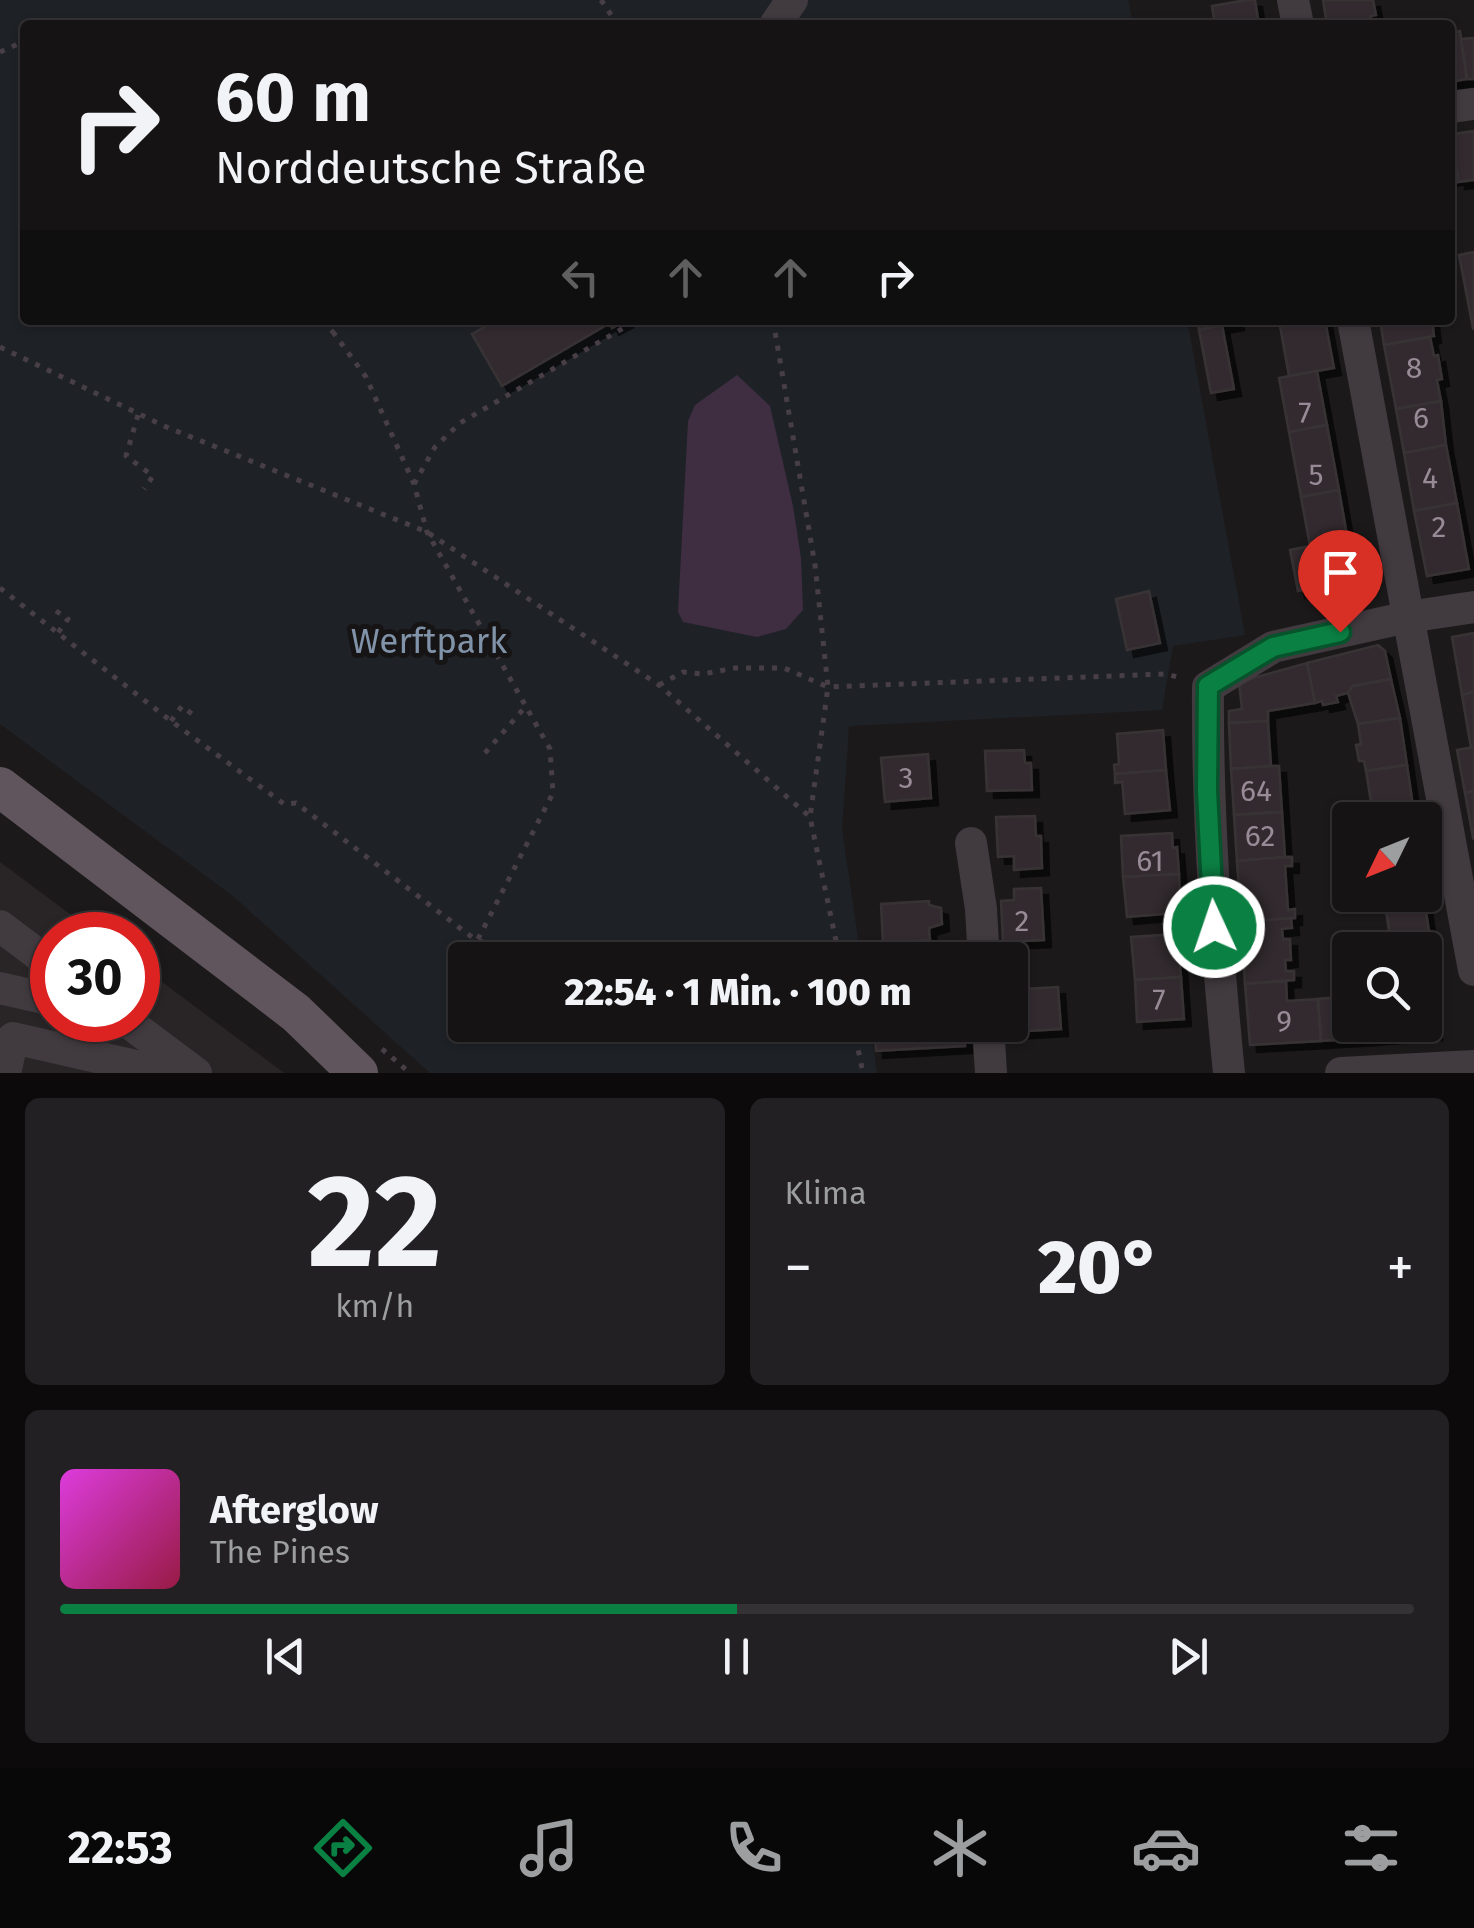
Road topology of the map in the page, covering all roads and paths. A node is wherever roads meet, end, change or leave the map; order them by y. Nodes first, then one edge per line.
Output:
1 (327, 325) edge
2 (336, 325) edge
3 (628, 325) edge
4 (774, 325) edge
5 (1354, 325) edge
6 (333, 332) junction
7 (0, 347) edge
8 (138, 414) junction
9 (414, 484) junction
10 (144, 489) dead end
11 (428, 532) junction
12 (0, 588) edge
13 (1474, 607) edge
14 (56, 611) dead end
15 (1408, 617) junction
16 (57, 634) junction
17 (659, 684) junction
18 (1208, 686) junction
19 (828, 687) junction
20 (526, 706) junction
21 (192, 714) dead end
22 (171, 721) junction
23 (485, 753) dead end
24 (0, 788) edge
25 (810, 817) junction
26 (971, 843) dead end
27 (0, 926) edge
28 (477, 942) joint
29 (836, 942) edge
30 (982, 942) edge
31 (30, 948) edge
32 (1474, 970) edge
33 (0, 988) edge
34 (30, 995) edge
35 (6, 1034) edge
36 (154, 1042) edge
37 (857, 1042) edge
38 (989, 1042) edge
39 (1474, 1066) edge
40 (6, 1073) edge
41 (167, 1073) edge
42 (196, 1073) edge
43 (358, 1073) edge
44 (863, 1073) edge
45 (991, 1073) edge
46 (1229, 1073) edge
47 (1341, 1073) edge

1 - 6 path
2 - 6 path
3 - 9 path
4 - 19 path
5 - 15 street
6 - 9 path
7 - 8 path
8 - 10 path
8 - 11 path
9 - 11 path
11 - 17 path
11 - 20 path
12 - 16 path
13 - 15 street
14 - 16 path
15 - 18 street
15 - 32 street
16 - 22 path
17 - 19 path
17 - 25 path
18 - 19 path
18 - 46 street
19 - 25 path
20 - 23 path
20 - 28 path
21 - 22 path
22 - 28 path
24 - 43 main road
25 - 29 path
26 - 30 street
27 - 31 street
33 - 34 street
35 - 40 street
35 - 41 street
36 - 42 street
37 - 44 path
38 - 45 street
39 - 47 street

————————

Exercise ▸ Would you write out the material above in full, exactly as given, except for its pictures?

Response area ▸
Road topology of the map in the page, covering all roads and paths. A node is wherever roads meet, end, change or leave the map; order them by y. Nodes first, then one edge per line.
Output:
1 (327, 325) edge
2 (336, 325) edge
3 (628, 325) edge
4 (774, 325) edge
5 (1354, 325) edge
6 (333, 332) junction
7 (0, 347) edge
8 (138, 414) junction
9 (414, 484) junction
10 (144, 489) dead end
11 (428, 532) junction
12 (0, 588) edge
13 (1474, 607) edge
14 (56, 611) dead end
15 (1408, 617) junction
16 (57, 634) junction
17 (659, 684) junction
18 (1208, 686) junction
19 (828, 687) junction
20 (526, 706) junction
21 (192, 714) dead end
22 (171, 721) junction
23 (485, 753) dead end
24 (0, 788) edge
25 (810, 817) junction
26 (971, 843) dead end
27 (0, 926) edge
28 (477, 942) joint
29 (836, 942) edge
30 (982, 942) edge
31 (30, 948) edge
32 (1474, 970) edge
33 (0, 988) edge
34 (30, 995) edge
35 (6, 1034) edge
36 (154, 1042) edge
37 (857, 1042) edge
38 (989, 1042) edge
39 (1474, 1066) edge
40 (6, 1073) edge
41 (167, 1073) edge
42 (196, 1073) edge
43 (358, 1073) edge
44 (863, 1073) edge
45 (991, 1073) edge
46 (1229, 1073) edge
47 (1341, 1073) edge

1 - 6 path
2 - 6 path
3 - 9 path
4 - 19 path
5 - 15 street
6 - 9 path
7 - 8 path
8 - 10 path
8 - 11 path
9 - 11 path
11 - 17 path
11 - 20 path
12 - 16 path
13 - 15 street
14 - 16 path
15 - 18 street
15 - 32 street
16 - 22 path
17 - 19 path
17 - 25 path
18 - 19 path
18 - 46 street
19 - 25 path
20 - 23 path
20 - 28 path
21 - 22 path
22 - 28 path
24 - 43 main road
25 - 29 path
26 - 30 street
27 - 31 street
33 - 34 street
35 - 40 street
35 - 41 street
36 - 42 street
37 - 44 path
38 - 45 street
39 - 47 street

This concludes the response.